ECAJ on antisemitism

‘Serious drawback’ to US plan

'The strategy has muddied the waters on the IHRA Working Definition of Antisemitism by suggesting that other definitions which do not enjoy IHRA's wide acceptance in the Jewish and general community are nonetheless equally valid'

Photo: Screenshot
Biden introduces the plan in a prerecorded video. Photo: Screenshot

While there is much in the just-announced United States strategy to combat antisemitism which is commendable, “There is also a serious drawback,” Executive Council of Australian Jewry (ECAJ) co-CEO Peter Wertheim told The AJN this week.

President Joe Biden unveiled a multifaceted and broad strategy to combat antisemitism this week following years of spikes in antisemitic incidents.

After a debate among US Jewish groups on how antisemitism should be defined in the strategy, the US government said it recognises the IHRA definition as the “most prominent”, but appreciated others such as the Nexus Document and Jerusalem Declaration.

“The strategy has muddied the waters on the IHRA Working Definition of Antisemitism by suggesting that other definitions which do not enjoy IHRA’s wide acceptance in the Jewish and general community are nonetheless equally valid,” Wertheim said.

“These alternatives to IHRA have been designed mainly to give a free pass to certain forms of anti-Israel discourse which are subtly antisemitic, rather than to convey how antisemitism currently manifests itself.

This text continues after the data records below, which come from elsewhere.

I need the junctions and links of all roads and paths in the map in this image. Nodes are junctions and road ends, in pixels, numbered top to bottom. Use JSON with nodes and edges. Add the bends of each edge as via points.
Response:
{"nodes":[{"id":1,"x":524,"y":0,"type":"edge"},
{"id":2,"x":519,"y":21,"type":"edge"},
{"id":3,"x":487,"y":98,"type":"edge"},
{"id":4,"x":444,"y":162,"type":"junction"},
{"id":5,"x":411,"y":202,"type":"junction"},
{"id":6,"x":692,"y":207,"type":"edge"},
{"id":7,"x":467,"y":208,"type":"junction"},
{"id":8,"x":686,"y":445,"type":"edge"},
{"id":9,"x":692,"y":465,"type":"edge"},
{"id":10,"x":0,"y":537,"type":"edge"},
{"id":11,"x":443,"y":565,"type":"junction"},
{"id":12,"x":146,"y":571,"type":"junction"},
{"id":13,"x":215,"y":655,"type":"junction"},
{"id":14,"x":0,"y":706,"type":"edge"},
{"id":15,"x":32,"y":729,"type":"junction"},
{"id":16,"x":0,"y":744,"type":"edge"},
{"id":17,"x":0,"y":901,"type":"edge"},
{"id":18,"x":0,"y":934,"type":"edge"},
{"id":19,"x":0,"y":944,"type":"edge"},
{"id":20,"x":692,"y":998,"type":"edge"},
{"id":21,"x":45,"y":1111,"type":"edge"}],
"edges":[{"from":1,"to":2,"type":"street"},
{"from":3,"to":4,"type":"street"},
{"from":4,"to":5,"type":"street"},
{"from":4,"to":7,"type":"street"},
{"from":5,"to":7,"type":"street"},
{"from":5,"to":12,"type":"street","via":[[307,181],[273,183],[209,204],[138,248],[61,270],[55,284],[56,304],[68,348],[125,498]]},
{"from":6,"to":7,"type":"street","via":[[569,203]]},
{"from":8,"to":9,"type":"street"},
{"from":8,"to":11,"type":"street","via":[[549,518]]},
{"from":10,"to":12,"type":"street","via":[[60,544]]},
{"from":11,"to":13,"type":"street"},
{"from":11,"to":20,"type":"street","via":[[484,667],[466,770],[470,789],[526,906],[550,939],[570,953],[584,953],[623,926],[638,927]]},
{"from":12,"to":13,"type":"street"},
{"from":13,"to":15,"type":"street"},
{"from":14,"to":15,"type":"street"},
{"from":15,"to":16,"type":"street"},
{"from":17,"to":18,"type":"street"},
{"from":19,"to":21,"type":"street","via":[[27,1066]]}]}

They do not deserve the same legitimacy.”

Comparing the United States and Australia, he said the main significance of the US strategy was that it identifies the need to combat antisemitism, and as a national priority.

While Wertheim said a stand-alone strategy on antisemitism was not suitable in Australia “where other groups are facing a similar or worse surge of racism and bigotry”, the ECAJ has been calling for a suite of anti-hate strategies to address the most prevalent forms of racism and bigotry in Australia, including antisemitism.

“This should of course be done in close consultation with each of the communities concerned,” he said.

“From my recent meetings with the Attorney-General and his advisers I understand that the government is working on a suite of anti-racism measures which will benefit our community.”

This includes, he said, a federal law to ban Nazi symbols and gestures in public, and an overhaul of the current anti-incitement provisions in the Criminal Code, “which we have always said are ineffectual, as the government now seems to accept”.

Wertheim noted the school and public educational measures in the US strategy “consist mostly of a call on others to act”.

“In the US, as in Australia, states and localities set and implement educational standards, ‘but the federal government can play a supporting role’. We will be interested to see what educational strategies are developed, and will be open to learning from them.”